(Work instruction):
In the material below, find each line holding the string "Camino" and copy it.
BEGIN
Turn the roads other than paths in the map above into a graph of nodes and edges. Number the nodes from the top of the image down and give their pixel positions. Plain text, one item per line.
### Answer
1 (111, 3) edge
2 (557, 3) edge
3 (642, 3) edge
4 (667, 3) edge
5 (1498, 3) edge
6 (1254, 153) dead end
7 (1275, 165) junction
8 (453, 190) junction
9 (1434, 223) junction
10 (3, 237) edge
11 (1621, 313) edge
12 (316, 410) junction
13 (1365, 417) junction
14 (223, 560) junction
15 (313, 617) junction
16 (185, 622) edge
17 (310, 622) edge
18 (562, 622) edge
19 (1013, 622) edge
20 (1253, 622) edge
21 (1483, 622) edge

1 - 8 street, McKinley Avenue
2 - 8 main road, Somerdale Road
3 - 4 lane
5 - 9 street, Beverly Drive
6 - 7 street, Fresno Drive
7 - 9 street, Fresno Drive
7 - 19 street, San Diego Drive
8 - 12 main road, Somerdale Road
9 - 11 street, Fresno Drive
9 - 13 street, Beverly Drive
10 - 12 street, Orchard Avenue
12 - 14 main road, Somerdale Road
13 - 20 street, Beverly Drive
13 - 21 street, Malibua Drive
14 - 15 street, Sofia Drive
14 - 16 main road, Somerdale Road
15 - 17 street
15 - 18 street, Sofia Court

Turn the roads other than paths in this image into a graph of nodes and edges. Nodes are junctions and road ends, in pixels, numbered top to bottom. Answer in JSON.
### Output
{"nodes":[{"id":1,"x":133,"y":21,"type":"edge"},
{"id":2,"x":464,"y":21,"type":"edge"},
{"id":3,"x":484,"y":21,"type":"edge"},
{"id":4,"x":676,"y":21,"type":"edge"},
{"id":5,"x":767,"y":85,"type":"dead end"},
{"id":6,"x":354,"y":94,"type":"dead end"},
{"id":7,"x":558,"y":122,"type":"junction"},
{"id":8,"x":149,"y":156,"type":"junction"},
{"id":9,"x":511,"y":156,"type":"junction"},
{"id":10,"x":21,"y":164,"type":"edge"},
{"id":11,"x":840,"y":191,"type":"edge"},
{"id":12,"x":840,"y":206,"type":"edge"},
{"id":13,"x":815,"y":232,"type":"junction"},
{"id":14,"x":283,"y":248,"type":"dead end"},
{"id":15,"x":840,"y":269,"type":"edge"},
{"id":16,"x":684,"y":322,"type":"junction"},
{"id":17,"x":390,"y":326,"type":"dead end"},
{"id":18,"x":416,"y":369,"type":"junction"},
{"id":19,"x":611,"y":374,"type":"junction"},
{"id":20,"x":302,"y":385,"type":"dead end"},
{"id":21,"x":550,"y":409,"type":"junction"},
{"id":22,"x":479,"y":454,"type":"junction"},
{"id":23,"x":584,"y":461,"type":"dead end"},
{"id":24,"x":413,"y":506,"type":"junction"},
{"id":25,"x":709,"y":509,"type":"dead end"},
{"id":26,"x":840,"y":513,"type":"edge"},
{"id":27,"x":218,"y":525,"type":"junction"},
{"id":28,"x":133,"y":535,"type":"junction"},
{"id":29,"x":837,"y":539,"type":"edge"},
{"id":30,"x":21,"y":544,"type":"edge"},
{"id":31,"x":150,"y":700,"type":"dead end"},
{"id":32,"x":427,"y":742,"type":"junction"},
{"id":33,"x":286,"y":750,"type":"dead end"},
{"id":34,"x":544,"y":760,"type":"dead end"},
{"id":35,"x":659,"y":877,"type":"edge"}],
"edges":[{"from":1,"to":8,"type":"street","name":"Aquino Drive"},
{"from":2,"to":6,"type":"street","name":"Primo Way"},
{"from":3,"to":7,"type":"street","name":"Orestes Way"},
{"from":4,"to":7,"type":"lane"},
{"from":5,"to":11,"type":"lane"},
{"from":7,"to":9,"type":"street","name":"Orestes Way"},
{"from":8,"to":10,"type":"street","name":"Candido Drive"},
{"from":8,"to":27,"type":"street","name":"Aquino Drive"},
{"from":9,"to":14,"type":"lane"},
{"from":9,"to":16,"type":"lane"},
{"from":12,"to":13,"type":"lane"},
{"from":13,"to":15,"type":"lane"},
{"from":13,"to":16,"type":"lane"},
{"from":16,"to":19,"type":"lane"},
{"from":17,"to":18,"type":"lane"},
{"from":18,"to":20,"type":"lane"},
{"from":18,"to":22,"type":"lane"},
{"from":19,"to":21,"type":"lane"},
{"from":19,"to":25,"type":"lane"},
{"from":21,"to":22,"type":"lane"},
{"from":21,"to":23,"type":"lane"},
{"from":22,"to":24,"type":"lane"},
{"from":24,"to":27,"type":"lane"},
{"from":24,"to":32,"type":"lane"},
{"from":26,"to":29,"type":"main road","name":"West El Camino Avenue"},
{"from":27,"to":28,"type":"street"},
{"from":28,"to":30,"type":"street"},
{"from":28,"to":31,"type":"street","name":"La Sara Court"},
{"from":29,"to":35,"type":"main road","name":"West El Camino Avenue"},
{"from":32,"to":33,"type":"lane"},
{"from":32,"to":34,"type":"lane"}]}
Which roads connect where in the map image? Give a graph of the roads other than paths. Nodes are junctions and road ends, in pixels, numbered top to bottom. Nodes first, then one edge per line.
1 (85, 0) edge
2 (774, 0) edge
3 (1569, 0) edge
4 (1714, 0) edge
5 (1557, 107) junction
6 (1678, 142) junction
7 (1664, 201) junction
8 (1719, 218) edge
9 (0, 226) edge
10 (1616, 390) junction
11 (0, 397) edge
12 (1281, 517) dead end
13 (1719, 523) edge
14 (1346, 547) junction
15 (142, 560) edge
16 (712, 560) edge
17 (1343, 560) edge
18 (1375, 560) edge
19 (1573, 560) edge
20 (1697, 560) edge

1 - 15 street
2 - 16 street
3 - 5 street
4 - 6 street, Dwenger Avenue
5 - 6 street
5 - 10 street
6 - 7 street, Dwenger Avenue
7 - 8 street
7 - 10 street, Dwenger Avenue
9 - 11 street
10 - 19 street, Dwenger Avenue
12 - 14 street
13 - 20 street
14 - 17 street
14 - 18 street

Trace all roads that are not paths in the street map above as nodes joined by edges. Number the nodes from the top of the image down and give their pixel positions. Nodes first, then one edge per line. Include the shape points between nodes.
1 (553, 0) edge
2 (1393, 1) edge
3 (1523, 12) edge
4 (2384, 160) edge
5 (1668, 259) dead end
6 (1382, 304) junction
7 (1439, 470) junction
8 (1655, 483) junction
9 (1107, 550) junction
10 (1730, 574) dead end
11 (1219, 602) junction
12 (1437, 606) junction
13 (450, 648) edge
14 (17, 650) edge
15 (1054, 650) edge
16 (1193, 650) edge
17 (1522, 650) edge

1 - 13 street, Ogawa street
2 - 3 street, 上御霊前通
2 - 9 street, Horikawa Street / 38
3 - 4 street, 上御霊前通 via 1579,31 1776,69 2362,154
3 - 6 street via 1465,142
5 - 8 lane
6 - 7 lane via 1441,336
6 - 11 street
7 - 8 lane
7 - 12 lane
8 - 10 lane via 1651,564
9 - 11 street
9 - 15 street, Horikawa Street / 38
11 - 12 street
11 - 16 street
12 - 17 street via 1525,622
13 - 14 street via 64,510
END
(Response below):
{"from":26,"to":29,"type":"main road","name":"West El Camino Avenue"},
{"from":29,"to":35,"type":"main road","name":"West El Camino Avenue"},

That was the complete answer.